We have built this framework of knowledge throughout our history and largely through the stories we have heard about ourselves and others. That is to say, the knowledge we have acquired has to do with the different perspectives that have been placed, or not, at the center of the same knowledge.

Thus, for example, when we talk about anthropocentrism, we are referring to the philosophical tendency and conception that places the human being at the center of knowledge about the world, an issue that formally began with the modern era, and that replaced theocentrism (the explanations that put God at the center). Or, if we talk about “Eurocentrism” we are referring to the tendency to look at and construct the world as if we were all Europeans (the experience is generalized).

You may be interested:  Fundamental Attribution Error: Pigeonholing People

These “centrisms” (the tendency to place a single experience at the center and use it to explain and understand all other experiences), include both everyday and specialized knowledge. While they are at the base of our knowledge and practices in both fields, they easily go unnoticed.

What is androcentrism?

Returning to the previous section, we can see that “androcentrism” is a concept that refers to the tendency to explain the phenomena of the world based on the generalized experience of a single subject: man. This phenomenon consists of incorporate into scientific, historical, academic and everyday stories, the male experience at the center (that’s why it is “andro”, which means masculine gender; and “centrism”: in the center).

Consequently, all other ways of knowing and living the world are incorporated in these stories only peripherally, or are not even incorporated. This applies to many fields. We can analyze, for example, androcentrism in science, androcentrism in history, in medicine, in education, in sports, and many others.

This is a phenomenon that has emerged largely as a result of the fact that in our societies, Men are the ones who have occupied the majority of public spaces and it is fundamentally in the public sphere where those practices and discourses have been developed that later allow us to know the world in one way or another.

These practices are, for example, science, history, sports, religion, etc. In other words, the world has been constructed and perceived fundamentally by men, so it is their experiences that have become historically extensive: much of how we see the world and how we relate to it is made from their perspective. , interests, knowledge, and general readings of everything that makes him up (that is, from his worldview).

You may be interested:  Ghosting, Orbiting and Zombieing: New Trends in the Digital World

Where can we see it?

The above is finally related and is visible in the most everyday, in the rules that tell us how to relate, how to behave, how to feel and even in the stories we tell ourselves about ourselves.

The latter means that, far from being a phenomenon that is located and caused specifically by the male gender, it is a process that we have all incorporated as a part of the same history and the same society And its main consequence has been that the experience of women and those who do not identify with the hegemonic model of “male” remains hidden and invisible, and therefore difficult to incorporate on equal terms.
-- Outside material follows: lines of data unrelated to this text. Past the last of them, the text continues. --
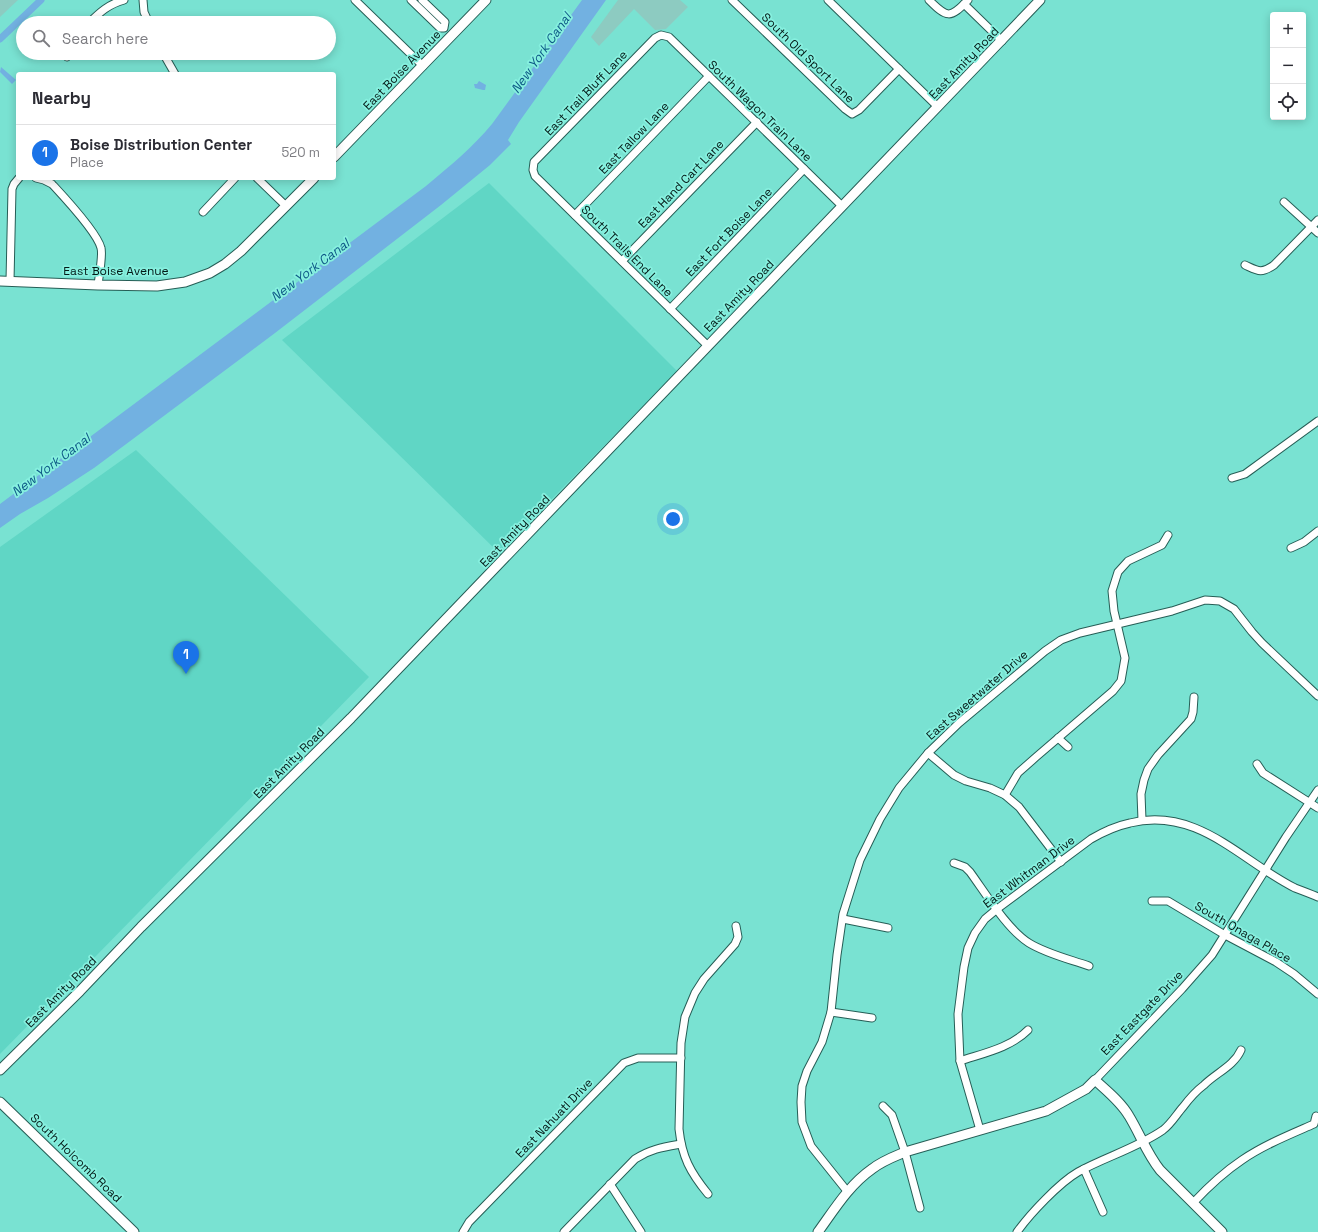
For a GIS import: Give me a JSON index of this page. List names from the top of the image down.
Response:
{
  "streets": {
    "street": [
      "South Old Sport Lane",
      "East Amity Road",
      "East Boise Avenue",
      "East Trail Bluff Lane",
      "South Wagon Train Lane",
      "East Tallow Lane",
      "East Hand Cart Lane",
      "East Fort Boise Lane",
      "South Trails End Lane",
      "East Sweetwater Drive",
      "East Whitman Drive",
      "South Onaga Place",
      "East Eastgate Drive",
      "East Nahuatl Drive",
      "South Holcomb Road"
    ]
  },
  "crossings": [
    ["East Amity Road", "South Wagon Train Lane"],
    ["East Amity Road", "South Trails End Lane"],
    ["East Trail Bluff Lane", "South Wagon Train Lane"],
    ["East Trail Bluff Lane", "South Trails End Lane"],
    ["South Wagon Train Lane", "East Tallow Lane"],
    ["South Wagon Train Lane", "East Hand Cart Lane"],
    ["South Wagon Train Lane", "East Fort Boise Lane"],
    ["East Tallow Lane", "South Trails End Lane"],
    ["East Hand Cart Lane", "South Trails End Lane"],
    ["East Fort Boise Lane", "South Trails End Lane"],
    ["East Sweetwater Drive", "East Eastgate Drive"],
    ["East Whitman Drive", "East Eastgate Drive"],
    ["South Onaga Place", "East Eastgate Drive"]
  ],
  "water": ["New York Canal"],
  "page": {
    "map_buttons": ["+", "−"],
    "search": "Search here",
    "heading": "Nearby",
    "list": [
      {
        "mark": "1",
        "name": "Boise Distribution Center",
        "note": "Place",
        "value": "520 m"
      }
    ],
    "pins": "1"
  }
}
For the same reason, there have been several people (mainly women) who have asked themselves, for example, Where have the women who did science been? Why do they practically only teach us the biographies of men? And the women who made history? Where are the stories of women who have lived through wars or revolutions? In fact, who has finally gone down in history? Under what models or imaginaries?

The latter has allowed it to recover more and more, and in different areas, the heterogeneity of the experiences we share in the world and with this, different ways of relating, perceiving and interpreting both what surrounds us and ourselves are also generated.